* **TASK DIRECTIONS**
The entries below are to be transcribed in full, without their images.

* **INFORMATION**

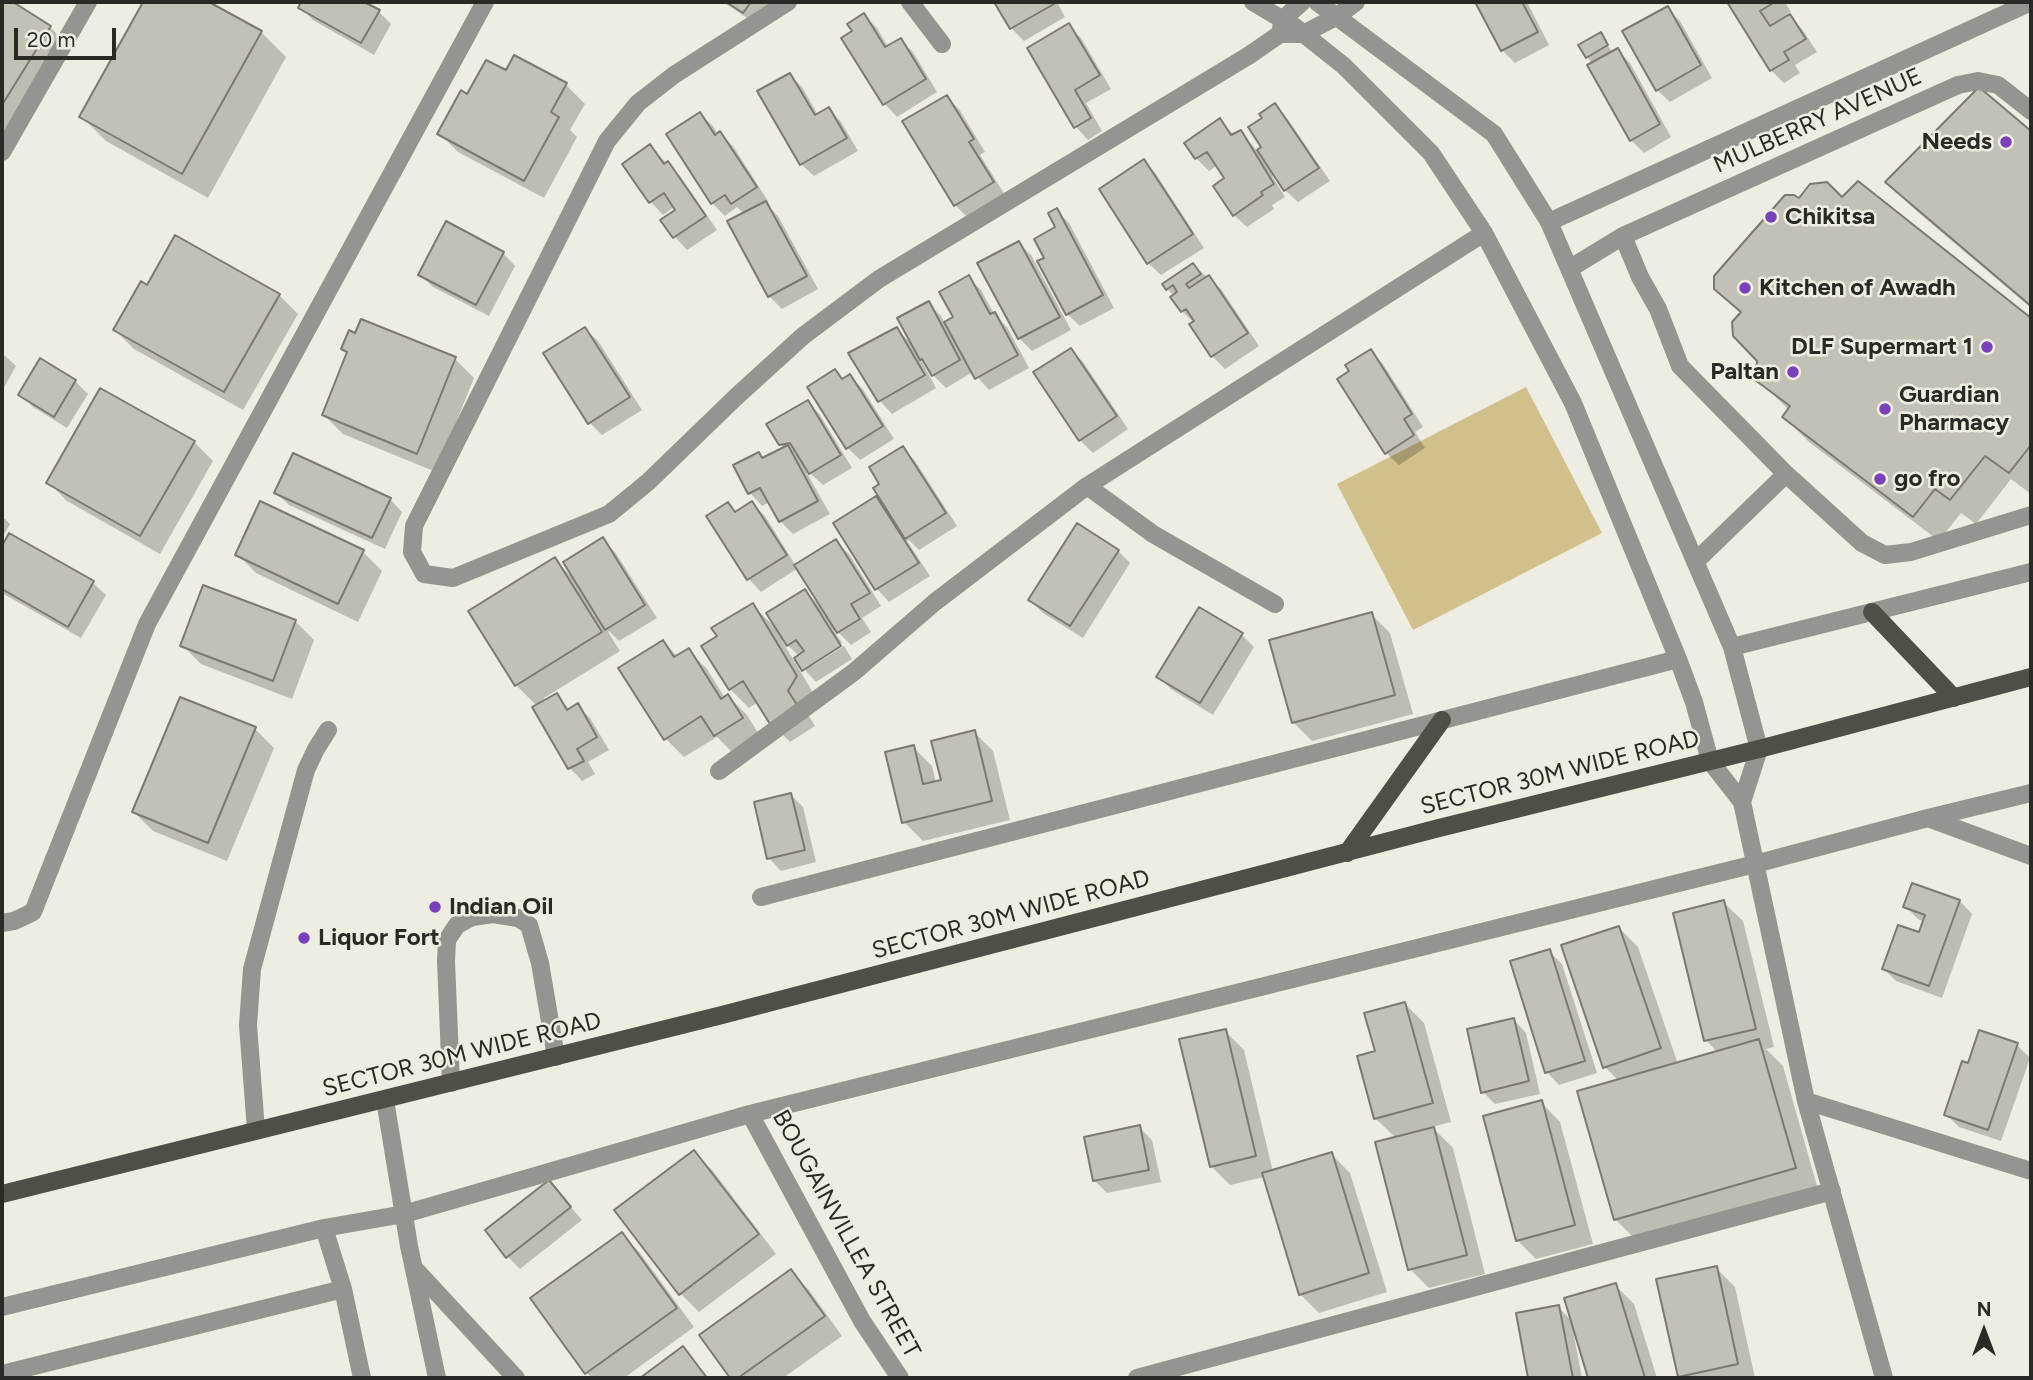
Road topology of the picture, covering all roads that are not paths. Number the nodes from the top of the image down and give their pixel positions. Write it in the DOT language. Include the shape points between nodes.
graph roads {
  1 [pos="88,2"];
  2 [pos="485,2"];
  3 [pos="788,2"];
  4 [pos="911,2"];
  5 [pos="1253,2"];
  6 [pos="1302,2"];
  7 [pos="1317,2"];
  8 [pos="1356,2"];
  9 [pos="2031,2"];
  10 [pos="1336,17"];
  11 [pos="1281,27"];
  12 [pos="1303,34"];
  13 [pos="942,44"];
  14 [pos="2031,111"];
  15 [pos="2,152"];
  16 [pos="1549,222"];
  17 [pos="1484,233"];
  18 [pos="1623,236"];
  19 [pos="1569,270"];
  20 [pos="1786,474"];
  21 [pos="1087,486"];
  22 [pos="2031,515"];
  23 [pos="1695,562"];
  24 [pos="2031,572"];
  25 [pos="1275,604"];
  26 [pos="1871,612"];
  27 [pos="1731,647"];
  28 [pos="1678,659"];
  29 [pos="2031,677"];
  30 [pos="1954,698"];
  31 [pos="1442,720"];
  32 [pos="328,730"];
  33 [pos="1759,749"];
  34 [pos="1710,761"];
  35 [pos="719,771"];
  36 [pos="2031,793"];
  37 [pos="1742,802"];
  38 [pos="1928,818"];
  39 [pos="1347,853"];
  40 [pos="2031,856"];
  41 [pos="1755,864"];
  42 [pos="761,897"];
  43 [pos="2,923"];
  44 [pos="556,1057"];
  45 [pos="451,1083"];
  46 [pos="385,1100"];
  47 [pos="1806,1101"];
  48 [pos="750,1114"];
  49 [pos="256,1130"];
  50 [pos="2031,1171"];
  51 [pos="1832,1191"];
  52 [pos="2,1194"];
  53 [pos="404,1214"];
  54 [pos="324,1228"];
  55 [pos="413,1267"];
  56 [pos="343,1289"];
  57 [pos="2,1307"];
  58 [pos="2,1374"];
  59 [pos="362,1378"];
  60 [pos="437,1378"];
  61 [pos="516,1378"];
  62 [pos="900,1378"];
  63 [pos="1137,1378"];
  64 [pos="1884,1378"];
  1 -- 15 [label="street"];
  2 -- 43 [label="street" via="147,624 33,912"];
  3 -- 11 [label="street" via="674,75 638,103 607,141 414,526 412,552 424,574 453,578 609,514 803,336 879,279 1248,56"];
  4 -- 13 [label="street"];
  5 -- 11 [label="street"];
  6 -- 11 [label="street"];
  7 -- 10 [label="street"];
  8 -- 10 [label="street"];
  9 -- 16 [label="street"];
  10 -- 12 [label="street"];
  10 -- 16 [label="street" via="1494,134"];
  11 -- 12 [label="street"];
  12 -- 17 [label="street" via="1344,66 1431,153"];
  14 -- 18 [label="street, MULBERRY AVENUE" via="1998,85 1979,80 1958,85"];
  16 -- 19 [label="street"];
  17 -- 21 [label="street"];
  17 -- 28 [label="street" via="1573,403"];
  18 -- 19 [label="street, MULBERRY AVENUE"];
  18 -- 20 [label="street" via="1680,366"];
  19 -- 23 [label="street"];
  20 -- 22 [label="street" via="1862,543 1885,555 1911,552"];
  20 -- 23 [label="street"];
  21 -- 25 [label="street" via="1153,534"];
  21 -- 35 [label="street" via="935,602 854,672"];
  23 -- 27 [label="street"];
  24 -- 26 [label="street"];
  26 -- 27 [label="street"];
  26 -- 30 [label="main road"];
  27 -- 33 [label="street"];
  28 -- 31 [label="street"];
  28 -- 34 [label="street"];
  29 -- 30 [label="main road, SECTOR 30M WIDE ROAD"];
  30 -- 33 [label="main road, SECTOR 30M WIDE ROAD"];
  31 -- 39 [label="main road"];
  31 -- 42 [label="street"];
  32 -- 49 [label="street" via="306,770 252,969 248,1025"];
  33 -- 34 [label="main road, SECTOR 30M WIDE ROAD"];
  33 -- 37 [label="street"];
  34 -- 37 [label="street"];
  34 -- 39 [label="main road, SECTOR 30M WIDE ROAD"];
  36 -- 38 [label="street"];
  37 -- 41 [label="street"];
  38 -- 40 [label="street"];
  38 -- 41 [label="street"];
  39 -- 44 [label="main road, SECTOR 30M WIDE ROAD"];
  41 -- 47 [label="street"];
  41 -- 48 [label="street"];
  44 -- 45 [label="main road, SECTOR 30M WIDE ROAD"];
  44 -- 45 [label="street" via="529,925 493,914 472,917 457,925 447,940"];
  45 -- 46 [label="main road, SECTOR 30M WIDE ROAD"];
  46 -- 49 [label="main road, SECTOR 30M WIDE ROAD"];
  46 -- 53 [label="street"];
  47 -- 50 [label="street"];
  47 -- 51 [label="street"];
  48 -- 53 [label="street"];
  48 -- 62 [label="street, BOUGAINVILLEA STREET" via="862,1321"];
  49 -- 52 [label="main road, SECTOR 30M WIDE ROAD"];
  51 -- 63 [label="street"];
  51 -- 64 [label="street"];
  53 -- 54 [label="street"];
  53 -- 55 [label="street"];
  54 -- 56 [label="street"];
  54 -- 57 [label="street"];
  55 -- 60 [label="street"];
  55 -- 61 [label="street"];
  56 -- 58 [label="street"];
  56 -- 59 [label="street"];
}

* **ANSWER**
Road topology of the picture, covering all roads that are not paths. Number the nodes from the top of the image down and give their pixel positions. Write it in the DOT language. Include the shape points between nodes.
graph roads {
  1 [pos="88,2"];
  2 [pos="485,2"];
  3 [pos="788,2"];
  4 [pos="911,2"];
  5 [pos="1253,2"];
  6 [pos="1302,2"];
  7 [pos="1317,2"];
  8 [pos="1356,2"];
  9 [pos="2031,2"];
  10 [pos="1336,17"];
  11 [pos="1281,27"];
  12 [pos="1303,34"];
  13 [pos="942,44"];
  14 [pos="2031,111"];
  15 [pos="2,152"];
  16 [pos="1549,222"];
  17 [pos="1484,233"];
  18 [pos="1623,236"];
  19 [pos="1569,270"];
  20 [pos="1786,474"];
  21 [pos="1087,486"];
  22 [pos="2031,515"];
  23 [pos="1695,562"];
  24 [pos="2031,572"];
  25 [pos="1275,604"];
  26 [pos="1871,612"];
  27 [pos="1731,647"];
  28 [pos="1678,659"];
  29 [pos="2031,677"];
  30 [pos="1954,698"];
  31 [pos="1442,720"];
  32 [pos="328,730"];
  33 [pos="1759,749"];
  34 [pos="1710,761"];
  35 [pos="719,771"];
  36 [pos="2031,793"];
  37 [pos="1742,802"];
  38 [pos="1928,818"];
  39 [pos="1347,853"];
  40 [pos="2031,856"];
  41 [pos="1755,864"];
  42 [pos="761,897"];
  43 [pos="2,923"];
  44 [pos="556,1057"];
  45 [pos="451,1083"];
  46 [pos="385,1100"];
  47 [pos="1806,1101"];
  48 [pos="750,1114"];
  49 [pos="256,1130"];
  50 [pos="2031,1171"];
  51 [pos="1832,1191"];
  52 [pos="2,1194"];
  53 [pos="404,1214"];
  54 [pos="324,1228"];
  55 [pos="413,1267"];
  56 [pos="343,1289"];
  57 [pos="2,1307"];
  58 [pos="2,1374"];
  59 [pos="362,1378"];
  60 [pos="437,1378"];
  61 [pos="516,1378"];
  62 [pos="900,1378"];
  63 [pos="1137,1378"];
  64 [pos="1884,1378"];
  1 -- 15 [label="street"];
  2 -- 43 [label="street" via="147,624 33,912"];
  3 -- 11 [label="street" via="674,75 638,103 607,141 414,526 412,552 424,574 453,578 609,514 803,336 879,279 1248,56"];
  4 -- 13 [label="street"];
  5 -- 11 [label="street"];
  6 -- 11 [label="street"];
  7 -- 10 [label="street"];
  8 -- 10 [label="street"];
  9 -- 16 [label="street"];
  10 -- 12 [label="street"];
  10 -- 16 [label="street" via="1494,134"];
  11 -- 12 [label="street"];
  12 -- 17 [label="street" via="1344,66 1431,153"];
  14 -- 18 [label="street, MULBERRY AVENUE" via="1998,85 1979,80 1958,85"];
  16 -- 19 [label="street"];
  17 -- 21 [label="street"];
  17 -- 28 [label="street" via="1573,403"];
  18 -- 19 [label="street, MULBERRY AVENUE"];
  18 -- 20 [label="street" via="1680,366"];
  19 -- 23 [label="street"];
  20 -- 22 [label="street" via="1862,543 1885,555 1911,552"];
  20 -- 23 [label="street"];
  21 -- 25 [label="street" via="1153,534"];
  21 -- 35 [label="street" via="935,602 854,672"];
  23 -- 27 [label="street"];
  24 -- 26 [label="street"];
  26 -- 27 [label="street"];
  26 -- 30 [label="main road"];
  27 -- 33 [label="street"];
  28 -- 31 [label="street"];
  28 -- 34 [label="street"];
  29 -- 30 [label="main road, SECTOR 30M WIDE ROAD"];
  30 -- 33 [label="main road, SECTOR 30M WIDE ROAD"];
  31 -- 39 [label="main road"];
  31 -- 42 [label="street"];
  32 -- 49 [label="street" via="306,770 252,969 248,1025"];
  33 -- 34 [label="main road, SECTOR 30M WIDE ROAD"];
  33 -- 37 [label="street"];
  34 -- 37 [label="street"];
  34 -- 39 [label="main road, SECTOR 30M WIDE ROAD"];
  36 -- 38 [label="street"];
  37 -- 41 [label="street"];
  38 -- 40 [label="street"];
  38 -- 41 [label="street"];
  39 -- 44 [label="main road, SECTOR 30M WIDE ROAD"];
  41 -- 47 [label="street"];
  41 -- 48 [label="street"];
  44 -- 45 [label="main road, SECTOR 30M WIDE ROAD"];
  44 -- 45 [label="street" via="529,925 493,914 472,917 457,925 447,940"];
  45 -- 46 [label="main road, SECTOR 30M WIDE ROAD"];
  46 -- 49 [label="main road, SECTOR 30M WIDE ROAD"];
  46 -- 53 [label="street"];
  47 -- 50 [label="street"];
  47 -- 51 [label="street"];
  48 -- 53 [label="street"];
  48 -- 62 [label="street, BOUGAINVILLEA STREET" via="862,1321"];
  49 -- 52 [label="main road, SECTOR 30M WIDE ROAD"];
  51 -- 63 [label="street"];
  51 -- 64 [label="street"];
  53 -- 54 [label="street"];
  53 -- 55 [label="street"];
  54 -- 56 [label="street"];
  54 -- 57 [label="street"];
  55 -- 60 [label="street"];
  55 -- 61 [label="street"];
  56 -- 58 [label="street"];
  56 -- 59 [label="street"];
}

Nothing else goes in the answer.